Data Scientist’s CLI toolbox

Alexander Vingardt
Analytics Vidhya
Published in
6 min readJan 11, 2020
Photo by Barn Images on Unsplash

Command line is an essential part of any data person’s diet.

It has been the unsung hero behind most data products I’ve built as well as countless fancy charts and excel files that businesses so rely on.

This guide is meant as an introduction into the building blocks that data pipelines are built on top of. I’m keeping everything intentionally simple so we develop the intuition for which tool does what best. In later articles we will use this knowledge to create pipelines of increasing complexity.

Let’s dive right in. Here’s what we have in store for you —

  • dealing with data sources
  • processing languages awk, sed and jq
  • bash loops
  • utilities such wc, grep, sort, uniq and others

Data source patterns —

First things first. We need to get our data from somewhere. In my experience it’s usually been a plain text or a json file. We can also generate data on the fly or have something hardcoded for testing. Even if my source is a database, granted that the dataset is not particularly intimidating in size, I would dump it into a csv to play with. If it is, I would use a sample to fine tune the pipeline.

  1. Plain text. Whitespace, comma or tab delimited.
cat data.txt

2. JSON file. To feed this data forward we need to flatten it, so jq is perfect for the task. I will cover jq in greater detail later in the post. For the sake of this example, suppose we have a list of { username, birth_date } and we intent to turn it into a tab delimited text format.

cat data.json | jq -r '.[] | [.username, birth_date] | @tsv'

3. Generated input. Usually a list of numbers. To generate 1 through 10 inclusively —

seq 10

4. Harcoded string. Very helpful for testing pipelines, particularly the ones that involve regular expressions.

echo "Lorem ipsum dolor sit amet"

Awk patterns

  1. Getting a column of data.

Suppose you have a tab delimited file with 3 columns of data and you need the second column.

cat data.txt | awk -F'\t' '{print $2}'

$0 refers to the whole line whereas $N refer to the Nth field. 1-based.

2. Making sure your file has the same number of columns on each line.

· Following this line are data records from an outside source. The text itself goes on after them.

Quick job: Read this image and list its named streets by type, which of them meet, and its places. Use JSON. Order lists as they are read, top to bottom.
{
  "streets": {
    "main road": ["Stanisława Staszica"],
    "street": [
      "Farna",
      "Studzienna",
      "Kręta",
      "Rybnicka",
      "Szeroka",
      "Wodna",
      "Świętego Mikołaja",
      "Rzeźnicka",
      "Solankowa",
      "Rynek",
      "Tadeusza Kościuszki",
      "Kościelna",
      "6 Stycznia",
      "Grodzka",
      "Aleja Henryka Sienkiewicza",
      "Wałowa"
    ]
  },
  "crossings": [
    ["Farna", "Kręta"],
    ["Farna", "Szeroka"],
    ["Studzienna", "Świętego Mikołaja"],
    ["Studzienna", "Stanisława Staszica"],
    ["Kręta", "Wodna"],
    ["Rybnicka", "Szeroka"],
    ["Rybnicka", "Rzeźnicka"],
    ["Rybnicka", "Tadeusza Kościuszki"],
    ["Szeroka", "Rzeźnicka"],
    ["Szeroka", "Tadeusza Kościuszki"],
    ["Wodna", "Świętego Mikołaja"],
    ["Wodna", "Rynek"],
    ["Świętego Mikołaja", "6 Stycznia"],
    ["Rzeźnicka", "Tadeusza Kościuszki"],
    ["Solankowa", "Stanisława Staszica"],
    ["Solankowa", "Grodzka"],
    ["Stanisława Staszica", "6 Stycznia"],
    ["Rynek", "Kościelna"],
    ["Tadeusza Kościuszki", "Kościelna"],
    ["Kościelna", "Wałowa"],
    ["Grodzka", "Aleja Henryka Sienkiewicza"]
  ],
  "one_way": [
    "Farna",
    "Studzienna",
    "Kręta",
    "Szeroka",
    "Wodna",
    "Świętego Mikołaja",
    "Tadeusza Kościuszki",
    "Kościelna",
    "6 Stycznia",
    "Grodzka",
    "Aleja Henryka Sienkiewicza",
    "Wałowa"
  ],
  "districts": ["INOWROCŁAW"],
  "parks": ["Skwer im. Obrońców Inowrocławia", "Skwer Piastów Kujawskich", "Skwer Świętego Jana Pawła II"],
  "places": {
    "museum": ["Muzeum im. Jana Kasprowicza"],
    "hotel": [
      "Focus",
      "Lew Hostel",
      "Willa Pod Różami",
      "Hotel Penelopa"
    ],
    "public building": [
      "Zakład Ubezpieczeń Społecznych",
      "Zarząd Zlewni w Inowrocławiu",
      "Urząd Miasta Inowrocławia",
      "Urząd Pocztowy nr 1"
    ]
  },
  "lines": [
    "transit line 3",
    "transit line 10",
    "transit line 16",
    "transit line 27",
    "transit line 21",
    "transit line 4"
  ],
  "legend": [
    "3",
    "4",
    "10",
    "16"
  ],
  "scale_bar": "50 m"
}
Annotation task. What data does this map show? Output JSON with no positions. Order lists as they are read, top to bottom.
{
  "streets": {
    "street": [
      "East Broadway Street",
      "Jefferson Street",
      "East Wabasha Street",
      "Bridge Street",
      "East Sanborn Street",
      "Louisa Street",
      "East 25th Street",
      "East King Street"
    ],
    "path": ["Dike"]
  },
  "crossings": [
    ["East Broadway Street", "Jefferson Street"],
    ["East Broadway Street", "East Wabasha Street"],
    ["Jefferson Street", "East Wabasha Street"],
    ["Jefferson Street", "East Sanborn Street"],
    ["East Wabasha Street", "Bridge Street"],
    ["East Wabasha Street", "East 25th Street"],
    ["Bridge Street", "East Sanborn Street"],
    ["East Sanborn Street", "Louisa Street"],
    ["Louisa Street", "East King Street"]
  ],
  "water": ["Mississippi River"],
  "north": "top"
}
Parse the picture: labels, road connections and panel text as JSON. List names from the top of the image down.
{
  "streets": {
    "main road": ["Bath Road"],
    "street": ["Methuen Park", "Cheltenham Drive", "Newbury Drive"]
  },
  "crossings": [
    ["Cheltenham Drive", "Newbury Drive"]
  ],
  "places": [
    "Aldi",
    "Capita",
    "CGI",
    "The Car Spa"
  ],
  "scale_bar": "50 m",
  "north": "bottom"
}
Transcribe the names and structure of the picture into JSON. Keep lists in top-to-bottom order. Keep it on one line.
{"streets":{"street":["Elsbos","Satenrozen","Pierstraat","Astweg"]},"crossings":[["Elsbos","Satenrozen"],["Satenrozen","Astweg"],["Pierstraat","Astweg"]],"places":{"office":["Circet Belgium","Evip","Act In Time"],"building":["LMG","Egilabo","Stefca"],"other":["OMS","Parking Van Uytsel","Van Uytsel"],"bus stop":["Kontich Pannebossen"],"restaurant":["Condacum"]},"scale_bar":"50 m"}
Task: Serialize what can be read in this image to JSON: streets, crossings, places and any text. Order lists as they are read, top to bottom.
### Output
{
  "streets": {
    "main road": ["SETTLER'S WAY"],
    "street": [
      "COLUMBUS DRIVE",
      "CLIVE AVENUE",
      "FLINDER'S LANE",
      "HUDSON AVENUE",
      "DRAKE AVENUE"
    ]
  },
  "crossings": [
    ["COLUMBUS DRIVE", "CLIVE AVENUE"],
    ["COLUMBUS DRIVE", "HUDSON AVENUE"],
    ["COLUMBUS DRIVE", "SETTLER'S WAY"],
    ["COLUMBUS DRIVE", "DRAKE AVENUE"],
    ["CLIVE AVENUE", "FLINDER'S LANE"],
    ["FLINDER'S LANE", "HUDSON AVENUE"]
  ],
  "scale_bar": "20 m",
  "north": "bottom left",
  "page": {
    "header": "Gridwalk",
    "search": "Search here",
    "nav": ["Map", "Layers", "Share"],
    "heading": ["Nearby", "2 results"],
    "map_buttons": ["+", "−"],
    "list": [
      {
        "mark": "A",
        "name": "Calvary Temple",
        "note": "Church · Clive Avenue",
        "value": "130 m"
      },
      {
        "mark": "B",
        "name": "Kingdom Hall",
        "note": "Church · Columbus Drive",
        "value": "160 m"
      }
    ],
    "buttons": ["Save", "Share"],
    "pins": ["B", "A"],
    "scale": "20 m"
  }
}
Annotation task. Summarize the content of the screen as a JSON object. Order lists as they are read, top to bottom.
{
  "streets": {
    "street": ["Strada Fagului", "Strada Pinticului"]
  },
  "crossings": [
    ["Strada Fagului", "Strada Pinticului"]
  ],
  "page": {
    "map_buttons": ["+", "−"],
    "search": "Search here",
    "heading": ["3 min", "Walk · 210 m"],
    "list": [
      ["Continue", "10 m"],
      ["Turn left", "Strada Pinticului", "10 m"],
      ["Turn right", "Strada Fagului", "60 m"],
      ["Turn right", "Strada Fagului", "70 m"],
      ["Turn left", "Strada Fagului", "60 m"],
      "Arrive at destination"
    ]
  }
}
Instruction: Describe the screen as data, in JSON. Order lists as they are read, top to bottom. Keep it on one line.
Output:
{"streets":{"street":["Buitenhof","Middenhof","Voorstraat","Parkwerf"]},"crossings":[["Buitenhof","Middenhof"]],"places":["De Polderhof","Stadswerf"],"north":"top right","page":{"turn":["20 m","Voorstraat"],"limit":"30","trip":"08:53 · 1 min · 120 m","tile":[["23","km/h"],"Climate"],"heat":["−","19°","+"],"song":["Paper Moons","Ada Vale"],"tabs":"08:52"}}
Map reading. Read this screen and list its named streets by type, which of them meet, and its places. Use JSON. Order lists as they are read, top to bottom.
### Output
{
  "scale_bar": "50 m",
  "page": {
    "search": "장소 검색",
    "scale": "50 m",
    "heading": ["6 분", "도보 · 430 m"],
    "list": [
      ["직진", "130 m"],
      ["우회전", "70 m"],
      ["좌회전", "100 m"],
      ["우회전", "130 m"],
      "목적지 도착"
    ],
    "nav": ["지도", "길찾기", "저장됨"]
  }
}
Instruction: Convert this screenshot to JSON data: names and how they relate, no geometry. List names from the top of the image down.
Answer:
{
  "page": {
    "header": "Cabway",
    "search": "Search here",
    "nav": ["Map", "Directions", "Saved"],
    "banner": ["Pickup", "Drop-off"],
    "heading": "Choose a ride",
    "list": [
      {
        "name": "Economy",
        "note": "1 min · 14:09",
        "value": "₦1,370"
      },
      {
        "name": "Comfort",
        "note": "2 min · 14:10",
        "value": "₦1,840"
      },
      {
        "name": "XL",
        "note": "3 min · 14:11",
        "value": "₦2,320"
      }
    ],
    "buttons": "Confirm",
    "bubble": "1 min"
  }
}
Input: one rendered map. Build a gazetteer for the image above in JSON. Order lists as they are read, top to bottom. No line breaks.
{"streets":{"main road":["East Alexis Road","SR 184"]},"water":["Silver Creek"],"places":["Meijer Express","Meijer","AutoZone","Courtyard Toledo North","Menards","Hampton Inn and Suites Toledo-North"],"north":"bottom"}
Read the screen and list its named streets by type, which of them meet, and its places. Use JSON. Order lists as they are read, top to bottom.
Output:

cat data.txt | awk -F'\t' '{print NF}' | sort -u

NF stands for ‘number of fields’.

If this returns a single number and it’s the number you expect, all is well. Sometimes it’s helpful to do this check if you don’t trust the source or your file was stitched from multiple sources. Better be safe.

3. You need to get the last column. Yes, sometimes that comes in handy. Here’s a twist on NF — it can be referenced just as $1, $2 and so on.

cat data.txt | awk -F'\t' '{print $NF}'

4. Math expression as a filter. Suppose we need all numbers divisible by 3.

cat integers.txt | awk '$0 % 3 == 0'

awk prints output by default so if all you have is a print statement in your main block, it can be omitted.

Sed patterns

  1. Plucking a single line from a file. Supposed we need line number 10 (1-based count).
cat data.txt | sed -n '10p'

sed just like awk prints out input lines by default. Here we pass -n to suppress this behavior and use an explicit directive ‘p’ to print when needed.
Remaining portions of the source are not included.